* **EXCERPTED DATA**:
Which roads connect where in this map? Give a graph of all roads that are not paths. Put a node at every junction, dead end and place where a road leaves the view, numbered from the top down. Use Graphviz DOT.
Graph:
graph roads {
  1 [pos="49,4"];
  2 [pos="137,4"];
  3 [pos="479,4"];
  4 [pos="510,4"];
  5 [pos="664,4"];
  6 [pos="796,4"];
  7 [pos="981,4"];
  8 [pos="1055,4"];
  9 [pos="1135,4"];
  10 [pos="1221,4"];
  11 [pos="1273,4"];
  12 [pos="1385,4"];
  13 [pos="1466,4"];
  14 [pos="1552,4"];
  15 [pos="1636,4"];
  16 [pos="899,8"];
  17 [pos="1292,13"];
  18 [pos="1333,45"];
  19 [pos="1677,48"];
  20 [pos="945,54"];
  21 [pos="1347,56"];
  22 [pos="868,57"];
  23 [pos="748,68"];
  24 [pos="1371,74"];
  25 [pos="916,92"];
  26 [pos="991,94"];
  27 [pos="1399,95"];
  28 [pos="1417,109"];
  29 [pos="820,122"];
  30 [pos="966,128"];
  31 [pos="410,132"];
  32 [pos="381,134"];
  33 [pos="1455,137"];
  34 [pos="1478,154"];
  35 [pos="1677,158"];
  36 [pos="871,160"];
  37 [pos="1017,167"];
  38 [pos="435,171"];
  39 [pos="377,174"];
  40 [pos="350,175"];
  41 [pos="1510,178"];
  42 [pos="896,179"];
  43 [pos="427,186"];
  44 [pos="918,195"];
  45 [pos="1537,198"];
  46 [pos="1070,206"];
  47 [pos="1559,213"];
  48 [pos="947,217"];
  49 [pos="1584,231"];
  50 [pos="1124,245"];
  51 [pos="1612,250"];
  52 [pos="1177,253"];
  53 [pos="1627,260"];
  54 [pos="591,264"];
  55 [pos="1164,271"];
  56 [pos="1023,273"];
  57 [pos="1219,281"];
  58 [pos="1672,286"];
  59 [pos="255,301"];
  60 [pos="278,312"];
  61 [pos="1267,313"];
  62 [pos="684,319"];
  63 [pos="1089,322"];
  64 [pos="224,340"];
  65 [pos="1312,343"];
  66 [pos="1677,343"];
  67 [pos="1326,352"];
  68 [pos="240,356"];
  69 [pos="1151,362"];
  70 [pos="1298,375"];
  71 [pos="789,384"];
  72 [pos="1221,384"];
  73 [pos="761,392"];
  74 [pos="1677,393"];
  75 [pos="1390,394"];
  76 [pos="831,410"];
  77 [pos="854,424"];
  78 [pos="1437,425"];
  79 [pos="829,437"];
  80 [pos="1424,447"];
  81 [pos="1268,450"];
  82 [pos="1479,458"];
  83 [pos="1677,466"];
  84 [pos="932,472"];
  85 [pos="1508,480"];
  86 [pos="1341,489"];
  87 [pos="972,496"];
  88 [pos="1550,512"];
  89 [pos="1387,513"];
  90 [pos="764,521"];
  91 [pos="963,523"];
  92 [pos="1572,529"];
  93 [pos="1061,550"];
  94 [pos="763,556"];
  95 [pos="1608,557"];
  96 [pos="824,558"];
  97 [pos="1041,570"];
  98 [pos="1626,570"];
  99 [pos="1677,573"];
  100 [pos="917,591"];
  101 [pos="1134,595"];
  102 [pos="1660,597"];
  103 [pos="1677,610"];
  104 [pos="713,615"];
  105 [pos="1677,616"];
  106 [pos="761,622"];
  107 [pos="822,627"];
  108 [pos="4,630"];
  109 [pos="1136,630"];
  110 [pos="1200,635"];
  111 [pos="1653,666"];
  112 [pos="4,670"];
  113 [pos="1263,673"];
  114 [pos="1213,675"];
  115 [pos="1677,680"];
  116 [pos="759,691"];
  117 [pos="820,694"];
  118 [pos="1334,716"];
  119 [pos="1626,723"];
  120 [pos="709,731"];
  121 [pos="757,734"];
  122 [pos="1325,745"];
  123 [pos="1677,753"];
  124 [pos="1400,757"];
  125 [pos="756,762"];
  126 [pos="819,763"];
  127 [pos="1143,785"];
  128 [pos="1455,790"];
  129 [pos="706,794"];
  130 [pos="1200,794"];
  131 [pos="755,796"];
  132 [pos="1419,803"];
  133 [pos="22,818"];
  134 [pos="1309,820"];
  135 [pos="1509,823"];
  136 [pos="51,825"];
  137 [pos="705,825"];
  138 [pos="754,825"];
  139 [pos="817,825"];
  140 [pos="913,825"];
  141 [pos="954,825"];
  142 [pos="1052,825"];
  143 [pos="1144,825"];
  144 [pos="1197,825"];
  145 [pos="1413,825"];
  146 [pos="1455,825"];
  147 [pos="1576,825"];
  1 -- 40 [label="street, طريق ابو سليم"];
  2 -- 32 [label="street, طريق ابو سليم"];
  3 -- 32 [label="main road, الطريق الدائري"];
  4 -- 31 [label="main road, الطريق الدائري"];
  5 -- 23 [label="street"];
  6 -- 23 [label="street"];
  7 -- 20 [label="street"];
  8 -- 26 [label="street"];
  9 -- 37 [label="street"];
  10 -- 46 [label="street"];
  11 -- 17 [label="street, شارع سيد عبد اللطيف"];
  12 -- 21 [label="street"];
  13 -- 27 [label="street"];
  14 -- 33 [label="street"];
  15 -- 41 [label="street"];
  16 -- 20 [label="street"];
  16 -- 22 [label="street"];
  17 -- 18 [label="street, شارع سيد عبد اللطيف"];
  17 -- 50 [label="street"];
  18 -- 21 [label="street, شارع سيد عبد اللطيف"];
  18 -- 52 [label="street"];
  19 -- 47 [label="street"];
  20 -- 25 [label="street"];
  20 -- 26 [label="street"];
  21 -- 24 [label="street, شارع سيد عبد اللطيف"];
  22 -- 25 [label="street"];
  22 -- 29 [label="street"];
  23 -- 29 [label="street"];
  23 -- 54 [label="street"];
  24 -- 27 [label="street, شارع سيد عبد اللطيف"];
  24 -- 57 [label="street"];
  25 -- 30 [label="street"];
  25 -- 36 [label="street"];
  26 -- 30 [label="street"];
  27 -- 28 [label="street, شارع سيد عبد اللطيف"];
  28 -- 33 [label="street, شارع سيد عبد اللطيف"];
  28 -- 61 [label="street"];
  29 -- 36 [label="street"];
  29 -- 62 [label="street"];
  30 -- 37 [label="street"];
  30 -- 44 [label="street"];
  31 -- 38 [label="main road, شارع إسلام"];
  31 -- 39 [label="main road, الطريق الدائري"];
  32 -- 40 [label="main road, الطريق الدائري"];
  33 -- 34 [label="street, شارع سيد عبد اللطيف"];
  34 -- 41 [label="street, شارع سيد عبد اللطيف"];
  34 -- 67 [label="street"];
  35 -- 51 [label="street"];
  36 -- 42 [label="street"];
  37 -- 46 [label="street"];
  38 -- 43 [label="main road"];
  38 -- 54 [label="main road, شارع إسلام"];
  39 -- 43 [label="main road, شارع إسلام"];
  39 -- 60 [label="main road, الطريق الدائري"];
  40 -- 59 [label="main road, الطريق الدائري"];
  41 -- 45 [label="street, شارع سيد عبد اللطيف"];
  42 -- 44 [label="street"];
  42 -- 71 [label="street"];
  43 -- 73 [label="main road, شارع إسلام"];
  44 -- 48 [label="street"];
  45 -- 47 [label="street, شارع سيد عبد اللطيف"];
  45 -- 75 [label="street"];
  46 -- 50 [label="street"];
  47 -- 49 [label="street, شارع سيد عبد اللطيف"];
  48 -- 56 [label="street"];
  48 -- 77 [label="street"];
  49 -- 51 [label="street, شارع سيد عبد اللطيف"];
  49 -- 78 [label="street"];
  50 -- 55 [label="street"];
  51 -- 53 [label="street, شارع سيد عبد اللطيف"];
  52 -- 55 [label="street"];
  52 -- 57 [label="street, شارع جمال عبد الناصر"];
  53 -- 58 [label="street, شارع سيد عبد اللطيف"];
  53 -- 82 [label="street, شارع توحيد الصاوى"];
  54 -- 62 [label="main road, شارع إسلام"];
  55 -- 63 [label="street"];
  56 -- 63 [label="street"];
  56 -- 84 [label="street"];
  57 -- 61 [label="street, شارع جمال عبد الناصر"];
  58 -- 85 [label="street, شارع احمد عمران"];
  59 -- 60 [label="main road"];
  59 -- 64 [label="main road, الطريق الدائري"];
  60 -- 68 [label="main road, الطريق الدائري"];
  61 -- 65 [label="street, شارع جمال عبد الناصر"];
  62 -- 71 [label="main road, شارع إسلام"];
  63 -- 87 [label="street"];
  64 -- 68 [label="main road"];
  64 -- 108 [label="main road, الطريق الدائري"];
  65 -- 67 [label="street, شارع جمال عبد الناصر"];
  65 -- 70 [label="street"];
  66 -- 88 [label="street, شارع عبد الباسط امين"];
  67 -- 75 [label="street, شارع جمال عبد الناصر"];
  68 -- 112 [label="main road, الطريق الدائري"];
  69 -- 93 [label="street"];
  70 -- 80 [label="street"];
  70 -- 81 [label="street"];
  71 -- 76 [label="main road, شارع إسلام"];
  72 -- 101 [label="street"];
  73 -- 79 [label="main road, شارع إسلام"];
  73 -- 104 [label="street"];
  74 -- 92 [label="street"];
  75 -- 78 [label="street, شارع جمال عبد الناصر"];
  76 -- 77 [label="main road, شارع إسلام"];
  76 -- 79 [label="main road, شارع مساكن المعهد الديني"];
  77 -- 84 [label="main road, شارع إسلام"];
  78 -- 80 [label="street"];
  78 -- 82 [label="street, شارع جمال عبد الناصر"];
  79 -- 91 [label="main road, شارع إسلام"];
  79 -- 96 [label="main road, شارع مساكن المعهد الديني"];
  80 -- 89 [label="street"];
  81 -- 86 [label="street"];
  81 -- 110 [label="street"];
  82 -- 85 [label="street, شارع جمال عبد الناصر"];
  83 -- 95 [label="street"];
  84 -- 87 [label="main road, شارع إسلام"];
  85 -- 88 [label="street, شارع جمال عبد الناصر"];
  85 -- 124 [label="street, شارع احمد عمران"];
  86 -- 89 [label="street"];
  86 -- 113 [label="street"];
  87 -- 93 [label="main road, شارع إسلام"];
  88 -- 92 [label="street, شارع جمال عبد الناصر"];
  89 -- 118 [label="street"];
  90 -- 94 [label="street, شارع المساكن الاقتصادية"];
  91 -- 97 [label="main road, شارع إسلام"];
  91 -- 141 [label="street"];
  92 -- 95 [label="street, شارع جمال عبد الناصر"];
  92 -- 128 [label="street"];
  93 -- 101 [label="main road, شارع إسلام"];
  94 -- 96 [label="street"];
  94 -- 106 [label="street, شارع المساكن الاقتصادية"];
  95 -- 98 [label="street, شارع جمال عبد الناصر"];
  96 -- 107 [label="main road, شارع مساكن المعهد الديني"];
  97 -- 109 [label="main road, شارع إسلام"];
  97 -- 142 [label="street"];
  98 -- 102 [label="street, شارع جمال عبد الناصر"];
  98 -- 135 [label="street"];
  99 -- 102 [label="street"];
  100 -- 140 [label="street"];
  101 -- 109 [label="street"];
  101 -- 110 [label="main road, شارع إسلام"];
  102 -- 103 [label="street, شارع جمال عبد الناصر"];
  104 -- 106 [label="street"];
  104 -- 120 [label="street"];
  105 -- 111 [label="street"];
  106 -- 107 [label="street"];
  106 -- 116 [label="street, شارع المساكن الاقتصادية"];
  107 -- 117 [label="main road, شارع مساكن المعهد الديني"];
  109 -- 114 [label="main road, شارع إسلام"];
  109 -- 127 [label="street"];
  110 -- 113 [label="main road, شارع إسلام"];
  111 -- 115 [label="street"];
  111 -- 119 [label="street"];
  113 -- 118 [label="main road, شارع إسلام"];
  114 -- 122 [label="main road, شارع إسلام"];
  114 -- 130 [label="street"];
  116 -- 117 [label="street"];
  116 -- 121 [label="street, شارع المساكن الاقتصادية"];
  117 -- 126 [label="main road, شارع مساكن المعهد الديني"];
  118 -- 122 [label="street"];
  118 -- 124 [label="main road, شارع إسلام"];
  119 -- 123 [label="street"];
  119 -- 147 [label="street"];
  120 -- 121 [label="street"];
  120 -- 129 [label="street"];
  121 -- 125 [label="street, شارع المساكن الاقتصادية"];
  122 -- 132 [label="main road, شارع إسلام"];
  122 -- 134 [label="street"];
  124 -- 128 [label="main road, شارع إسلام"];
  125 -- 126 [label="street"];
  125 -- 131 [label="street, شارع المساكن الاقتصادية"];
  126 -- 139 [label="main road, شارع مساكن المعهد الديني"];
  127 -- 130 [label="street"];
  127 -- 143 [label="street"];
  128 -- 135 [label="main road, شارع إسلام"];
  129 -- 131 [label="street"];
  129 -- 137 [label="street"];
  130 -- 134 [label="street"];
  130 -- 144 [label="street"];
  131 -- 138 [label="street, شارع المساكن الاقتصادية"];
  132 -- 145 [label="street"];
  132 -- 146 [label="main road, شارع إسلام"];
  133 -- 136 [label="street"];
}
* * *
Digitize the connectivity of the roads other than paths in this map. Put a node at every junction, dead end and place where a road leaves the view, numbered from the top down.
* * *
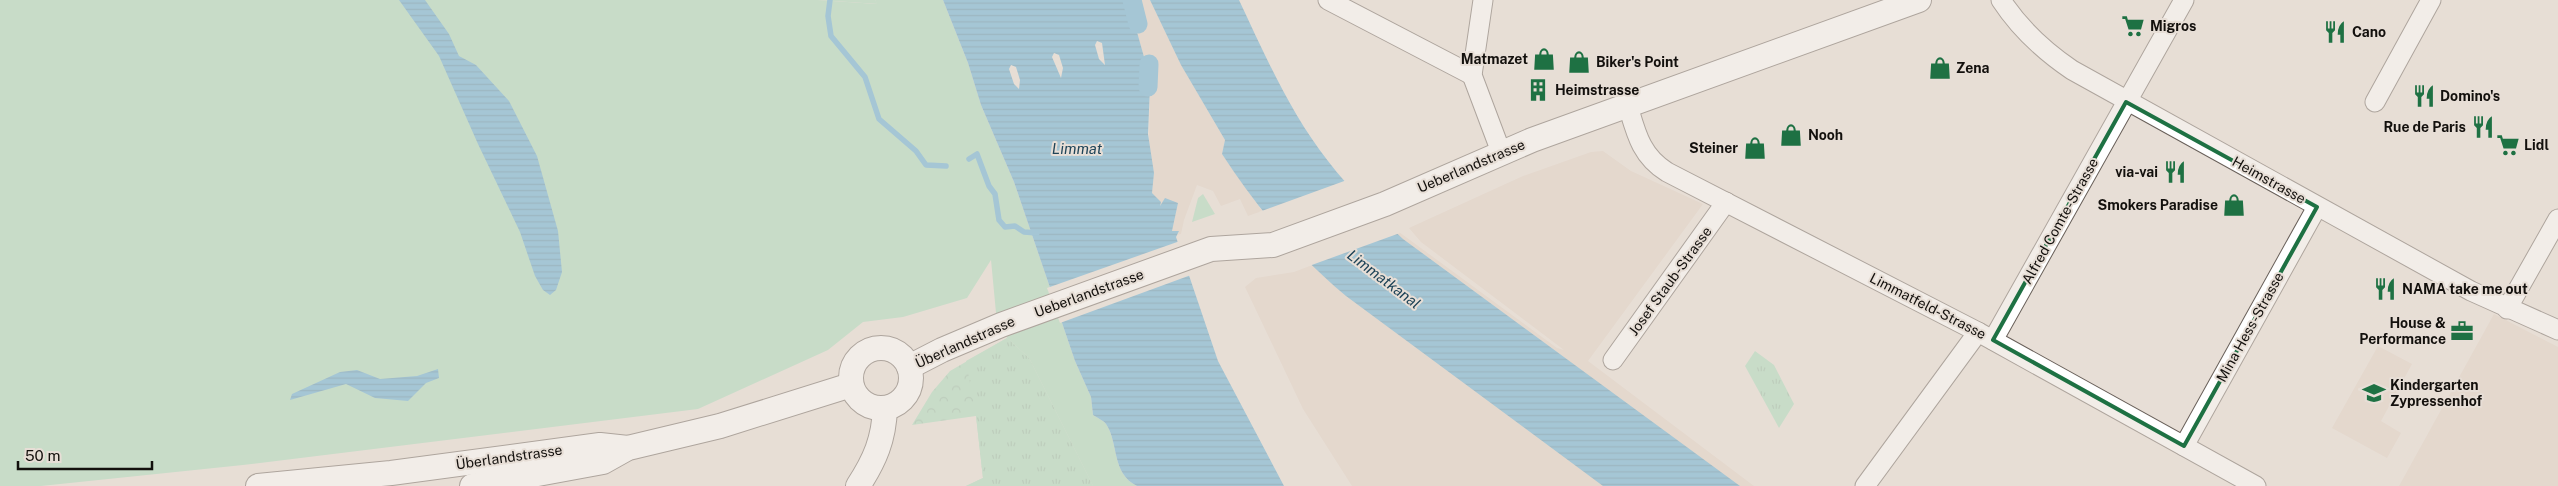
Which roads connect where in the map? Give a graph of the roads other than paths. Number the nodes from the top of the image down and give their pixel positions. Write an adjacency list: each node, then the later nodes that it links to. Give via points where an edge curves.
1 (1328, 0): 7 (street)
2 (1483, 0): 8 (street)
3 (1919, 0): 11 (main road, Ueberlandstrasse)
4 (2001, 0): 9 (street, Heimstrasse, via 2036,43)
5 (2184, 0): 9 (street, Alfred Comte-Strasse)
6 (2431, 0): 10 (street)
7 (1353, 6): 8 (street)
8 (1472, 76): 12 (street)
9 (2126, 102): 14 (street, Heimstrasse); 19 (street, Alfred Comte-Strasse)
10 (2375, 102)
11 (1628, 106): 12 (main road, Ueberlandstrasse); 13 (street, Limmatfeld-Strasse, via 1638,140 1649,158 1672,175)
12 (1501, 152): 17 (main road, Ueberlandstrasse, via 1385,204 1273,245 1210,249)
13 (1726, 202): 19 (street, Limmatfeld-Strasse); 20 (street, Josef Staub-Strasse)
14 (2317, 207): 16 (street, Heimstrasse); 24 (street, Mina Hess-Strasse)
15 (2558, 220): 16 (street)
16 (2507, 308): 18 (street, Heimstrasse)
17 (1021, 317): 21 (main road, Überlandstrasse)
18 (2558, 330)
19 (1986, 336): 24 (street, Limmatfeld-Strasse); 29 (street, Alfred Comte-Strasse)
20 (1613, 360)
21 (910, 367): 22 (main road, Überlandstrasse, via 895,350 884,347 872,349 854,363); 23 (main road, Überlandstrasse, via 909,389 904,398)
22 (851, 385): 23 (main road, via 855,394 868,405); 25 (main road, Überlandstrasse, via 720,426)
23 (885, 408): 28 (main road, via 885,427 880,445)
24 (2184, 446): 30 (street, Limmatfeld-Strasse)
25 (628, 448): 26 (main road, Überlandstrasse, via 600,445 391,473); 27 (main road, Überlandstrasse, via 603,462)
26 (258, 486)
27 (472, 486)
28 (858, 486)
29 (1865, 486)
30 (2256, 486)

* **WHAT YOU SHOULD DO**: List all lines above in which the string "view" appears.

* **RESPONSE AREA**:
Which roads connect where in this map? Give a graph of all roads that are not paths. Put a node at every junction, dead end and place where a road leaves the view, numbered from the top down. Use Graphviz DOT.
Digitize the connectivity of the roads other than paths in this map. Put a node at every junction, dead end and place where a road leaves the view, numbered from the top down.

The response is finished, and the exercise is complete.